● **PROBLEM TO WORK ON**
Going through the records that follow, please count the lines with "paths" in them and give only the count.

Stored items:

┌──

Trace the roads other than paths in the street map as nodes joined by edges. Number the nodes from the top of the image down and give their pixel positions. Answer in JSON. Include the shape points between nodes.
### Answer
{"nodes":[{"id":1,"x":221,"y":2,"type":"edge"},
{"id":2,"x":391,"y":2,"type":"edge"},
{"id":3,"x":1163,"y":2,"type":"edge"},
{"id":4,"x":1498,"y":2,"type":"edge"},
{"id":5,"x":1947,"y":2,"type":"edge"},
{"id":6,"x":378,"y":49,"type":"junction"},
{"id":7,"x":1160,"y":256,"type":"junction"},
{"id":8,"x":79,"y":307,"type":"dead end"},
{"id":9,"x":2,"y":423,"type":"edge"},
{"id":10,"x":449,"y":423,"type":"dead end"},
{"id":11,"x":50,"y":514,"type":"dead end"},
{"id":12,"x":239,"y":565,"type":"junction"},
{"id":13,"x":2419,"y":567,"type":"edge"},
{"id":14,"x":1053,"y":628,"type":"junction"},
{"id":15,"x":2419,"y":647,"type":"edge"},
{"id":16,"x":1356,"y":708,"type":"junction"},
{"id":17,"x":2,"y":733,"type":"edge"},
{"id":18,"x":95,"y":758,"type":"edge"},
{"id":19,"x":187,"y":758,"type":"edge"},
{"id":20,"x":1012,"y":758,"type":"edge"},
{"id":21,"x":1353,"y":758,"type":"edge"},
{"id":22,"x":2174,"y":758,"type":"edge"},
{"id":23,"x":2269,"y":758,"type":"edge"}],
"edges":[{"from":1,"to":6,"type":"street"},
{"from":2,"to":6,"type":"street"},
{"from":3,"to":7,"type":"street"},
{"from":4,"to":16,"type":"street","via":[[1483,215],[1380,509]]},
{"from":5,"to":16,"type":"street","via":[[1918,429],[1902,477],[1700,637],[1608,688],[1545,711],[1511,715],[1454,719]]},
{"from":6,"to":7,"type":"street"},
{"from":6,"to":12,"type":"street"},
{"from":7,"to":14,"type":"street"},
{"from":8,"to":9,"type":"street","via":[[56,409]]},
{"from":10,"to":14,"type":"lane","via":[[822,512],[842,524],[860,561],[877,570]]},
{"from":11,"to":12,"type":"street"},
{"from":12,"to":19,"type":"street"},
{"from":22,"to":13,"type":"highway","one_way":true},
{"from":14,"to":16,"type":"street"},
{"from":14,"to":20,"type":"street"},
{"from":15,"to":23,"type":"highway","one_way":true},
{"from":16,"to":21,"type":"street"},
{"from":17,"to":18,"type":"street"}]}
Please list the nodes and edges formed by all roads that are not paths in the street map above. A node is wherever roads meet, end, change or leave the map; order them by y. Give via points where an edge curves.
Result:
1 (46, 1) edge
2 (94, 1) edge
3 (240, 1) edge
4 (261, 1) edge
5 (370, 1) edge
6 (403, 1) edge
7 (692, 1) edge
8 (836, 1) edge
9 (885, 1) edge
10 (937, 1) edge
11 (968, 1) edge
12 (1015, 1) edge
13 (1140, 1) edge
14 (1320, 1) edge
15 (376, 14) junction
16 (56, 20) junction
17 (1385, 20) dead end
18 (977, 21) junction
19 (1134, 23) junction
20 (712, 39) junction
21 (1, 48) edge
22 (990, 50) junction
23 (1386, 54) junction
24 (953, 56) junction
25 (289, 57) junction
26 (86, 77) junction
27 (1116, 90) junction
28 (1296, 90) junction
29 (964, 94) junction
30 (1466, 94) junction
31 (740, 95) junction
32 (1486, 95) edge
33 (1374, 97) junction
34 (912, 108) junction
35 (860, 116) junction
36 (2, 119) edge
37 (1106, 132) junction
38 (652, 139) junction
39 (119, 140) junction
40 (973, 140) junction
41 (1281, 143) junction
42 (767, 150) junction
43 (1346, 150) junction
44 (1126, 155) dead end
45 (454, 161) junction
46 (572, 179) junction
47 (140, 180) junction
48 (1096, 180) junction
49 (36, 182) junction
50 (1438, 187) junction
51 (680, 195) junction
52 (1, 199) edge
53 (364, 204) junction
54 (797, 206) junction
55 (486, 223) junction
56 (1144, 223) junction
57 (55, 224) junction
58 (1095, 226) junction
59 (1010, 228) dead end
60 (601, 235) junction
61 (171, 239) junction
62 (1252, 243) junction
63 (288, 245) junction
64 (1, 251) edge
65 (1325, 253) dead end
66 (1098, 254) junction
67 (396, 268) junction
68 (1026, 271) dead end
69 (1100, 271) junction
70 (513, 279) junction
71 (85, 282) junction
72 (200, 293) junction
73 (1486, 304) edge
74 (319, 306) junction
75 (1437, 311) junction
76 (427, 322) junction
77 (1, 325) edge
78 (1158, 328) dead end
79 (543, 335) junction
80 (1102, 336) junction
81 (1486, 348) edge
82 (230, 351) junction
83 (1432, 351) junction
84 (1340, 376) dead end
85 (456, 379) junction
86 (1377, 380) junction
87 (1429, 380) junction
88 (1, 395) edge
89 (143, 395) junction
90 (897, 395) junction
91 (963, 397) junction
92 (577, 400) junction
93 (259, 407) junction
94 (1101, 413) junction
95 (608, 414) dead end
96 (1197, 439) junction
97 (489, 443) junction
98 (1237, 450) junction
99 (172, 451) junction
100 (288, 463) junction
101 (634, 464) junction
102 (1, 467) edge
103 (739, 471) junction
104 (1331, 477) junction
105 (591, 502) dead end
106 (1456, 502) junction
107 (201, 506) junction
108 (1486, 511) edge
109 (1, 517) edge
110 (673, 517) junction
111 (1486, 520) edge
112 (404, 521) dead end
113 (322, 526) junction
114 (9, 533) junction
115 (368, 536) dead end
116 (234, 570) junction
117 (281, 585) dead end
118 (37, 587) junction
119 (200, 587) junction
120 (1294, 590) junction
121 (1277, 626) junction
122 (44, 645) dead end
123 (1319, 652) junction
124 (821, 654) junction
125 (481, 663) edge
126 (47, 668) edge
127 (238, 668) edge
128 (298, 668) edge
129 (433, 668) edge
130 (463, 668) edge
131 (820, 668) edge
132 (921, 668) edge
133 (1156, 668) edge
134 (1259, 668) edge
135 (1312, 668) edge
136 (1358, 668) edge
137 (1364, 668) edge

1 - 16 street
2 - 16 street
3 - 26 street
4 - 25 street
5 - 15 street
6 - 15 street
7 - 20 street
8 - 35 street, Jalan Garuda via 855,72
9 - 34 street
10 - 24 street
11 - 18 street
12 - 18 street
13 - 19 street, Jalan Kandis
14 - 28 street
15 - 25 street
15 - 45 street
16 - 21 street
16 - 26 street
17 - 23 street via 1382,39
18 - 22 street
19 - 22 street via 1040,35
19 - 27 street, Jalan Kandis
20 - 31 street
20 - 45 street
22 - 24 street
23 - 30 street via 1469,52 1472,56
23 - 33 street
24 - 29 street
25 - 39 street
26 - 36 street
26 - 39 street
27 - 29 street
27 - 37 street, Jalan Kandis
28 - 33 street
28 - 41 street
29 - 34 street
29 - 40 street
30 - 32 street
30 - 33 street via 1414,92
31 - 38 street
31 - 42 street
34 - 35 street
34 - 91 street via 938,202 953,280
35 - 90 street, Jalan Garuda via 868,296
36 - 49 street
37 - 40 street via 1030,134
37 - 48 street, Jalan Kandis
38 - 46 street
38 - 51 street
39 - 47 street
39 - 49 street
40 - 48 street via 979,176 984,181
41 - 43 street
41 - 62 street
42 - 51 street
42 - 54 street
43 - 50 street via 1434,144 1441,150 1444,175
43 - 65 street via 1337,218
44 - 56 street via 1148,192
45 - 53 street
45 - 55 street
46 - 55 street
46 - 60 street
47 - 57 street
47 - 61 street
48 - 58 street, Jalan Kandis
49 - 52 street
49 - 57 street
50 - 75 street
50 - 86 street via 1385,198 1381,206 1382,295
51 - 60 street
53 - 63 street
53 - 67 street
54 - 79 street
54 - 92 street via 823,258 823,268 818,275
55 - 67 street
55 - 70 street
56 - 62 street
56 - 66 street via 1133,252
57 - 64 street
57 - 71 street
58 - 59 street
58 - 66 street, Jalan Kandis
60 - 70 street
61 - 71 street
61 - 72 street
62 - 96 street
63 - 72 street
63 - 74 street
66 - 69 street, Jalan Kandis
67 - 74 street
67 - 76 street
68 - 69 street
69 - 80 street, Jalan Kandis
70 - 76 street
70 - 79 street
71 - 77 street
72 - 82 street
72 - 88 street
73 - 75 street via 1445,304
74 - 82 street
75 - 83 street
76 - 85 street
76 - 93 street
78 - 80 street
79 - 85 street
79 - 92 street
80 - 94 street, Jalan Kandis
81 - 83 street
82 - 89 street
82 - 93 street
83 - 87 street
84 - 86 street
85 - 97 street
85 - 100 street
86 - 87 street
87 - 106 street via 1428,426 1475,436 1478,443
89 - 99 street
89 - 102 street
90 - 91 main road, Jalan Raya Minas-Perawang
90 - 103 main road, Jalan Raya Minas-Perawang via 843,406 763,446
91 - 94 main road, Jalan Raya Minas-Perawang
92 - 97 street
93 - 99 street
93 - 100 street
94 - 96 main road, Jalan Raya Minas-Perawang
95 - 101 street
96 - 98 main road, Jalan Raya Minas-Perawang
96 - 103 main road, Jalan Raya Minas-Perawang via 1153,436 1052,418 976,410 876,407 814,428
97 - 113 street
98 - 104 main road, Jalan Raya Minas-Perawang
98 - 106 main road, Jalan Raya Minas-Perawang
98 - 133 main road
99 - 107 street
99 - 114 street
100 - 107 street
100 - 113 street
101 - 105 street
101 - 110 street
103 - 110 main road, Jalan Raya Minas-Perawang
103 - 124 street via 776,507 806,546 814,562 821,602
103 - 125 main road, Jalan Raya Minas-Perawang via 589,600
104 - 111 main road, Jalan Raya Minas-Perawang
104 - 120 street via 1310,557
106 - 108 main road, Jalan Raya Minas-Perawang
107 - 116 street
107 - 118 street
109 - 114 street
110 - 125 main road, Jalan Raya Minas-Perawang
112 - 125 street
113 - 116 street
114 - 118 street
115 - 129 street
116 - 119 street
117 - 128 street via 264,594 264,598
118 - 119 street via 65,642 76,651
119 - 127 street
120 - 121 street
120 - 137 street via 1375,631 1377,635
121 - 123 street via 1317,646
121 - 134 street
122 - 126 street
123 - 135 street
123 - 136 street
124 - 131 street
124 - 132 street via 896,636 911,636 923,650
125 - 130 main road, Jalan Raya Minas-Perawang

└──

● **SOLUTION TO THE EXERCISE**
2